Le 2 mars, à l’Assemblée générale de l’ONU, le Maroc n’a pas pris part au vote de la résolution exigeant « de la Fédération de Russie de cesser immédiatement d’employer la force contre l’Ukraine ».
Un texte pourtant voté par une écrasante majorité d’États membres (141 sur 193), dont la Tunisie, l’Égypte et – plus surprenant – les Émirats arabes unis, lesquels s’étaient pourtant abstenus de voter la condamnation de l’invasion russe au Conseil de sécurité de l’ONU, le 25 février. Le royaume et onze autres pays – dont sept africains – n’ont tout simplement pas participé au processus de vote. L’Algérie, quant à elle, a opté pour l’abstention.

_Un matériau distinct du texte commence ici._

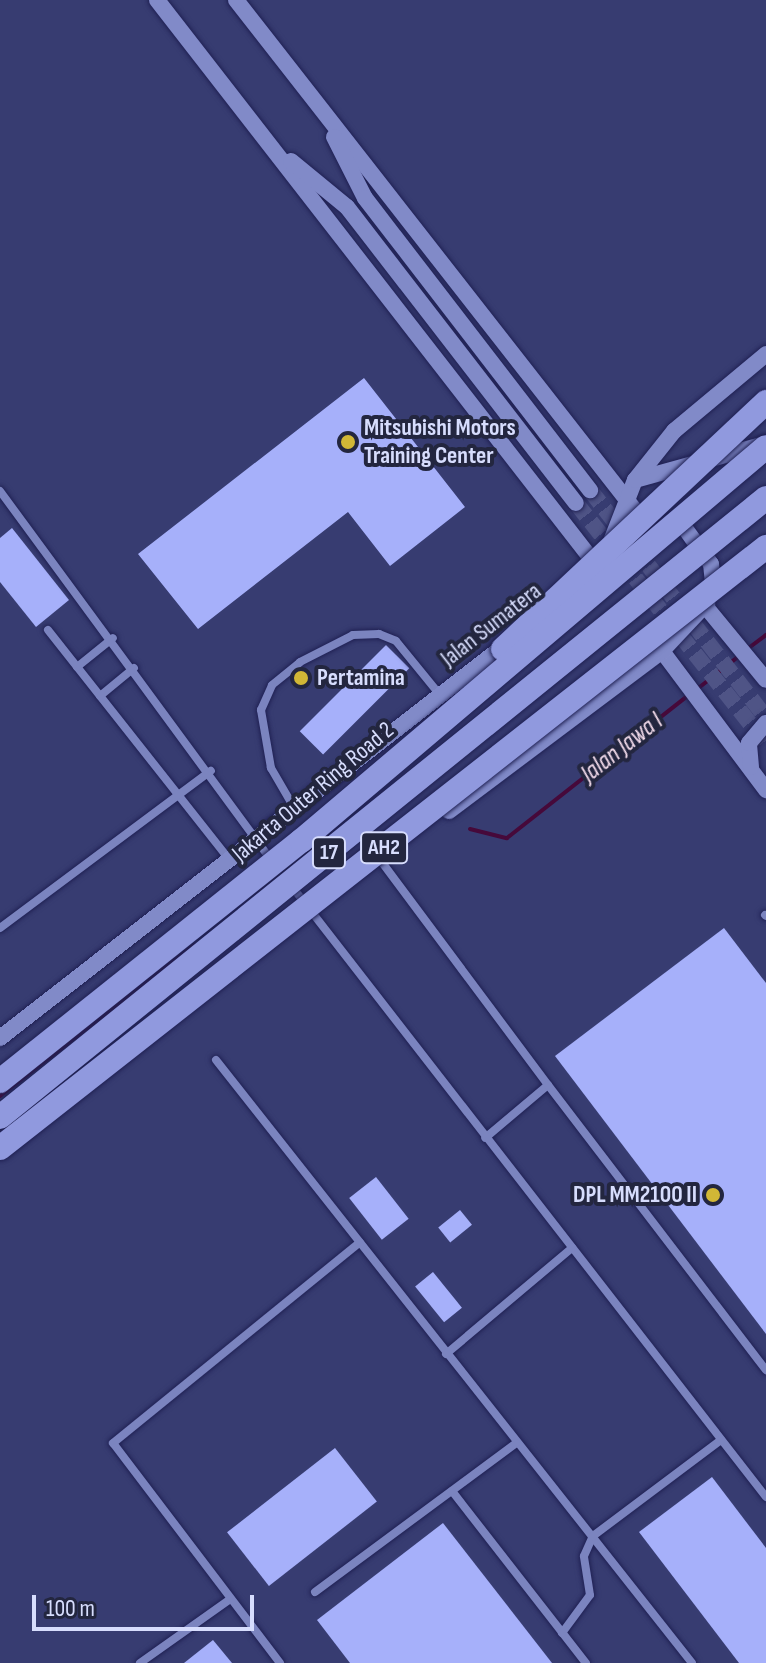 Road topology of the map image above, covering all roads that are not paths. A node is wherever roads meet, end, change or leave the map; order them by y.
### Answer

Dans la foulée, la diplomatie marocaine a publié un communiqué pour évoquer son absence, sans réellement fournir d’explication. Une décision « souveraine » du Maroc, qui « ne saurait faire l’objet d’aucune interprétation par rapport à sa position de principe concernant la situation entre la Fédération de Russie et l’Ukraine ».
Le royaume suit « avec inquiétude et préoccupation l’évolution de la situation entre l’Ukraine et la Fédération de Russie » et « regrette l’escalade militaire ». En outre, le Maroc parle d’« escalade » plutôt que d’« invasion » russe du territoire ukrainien.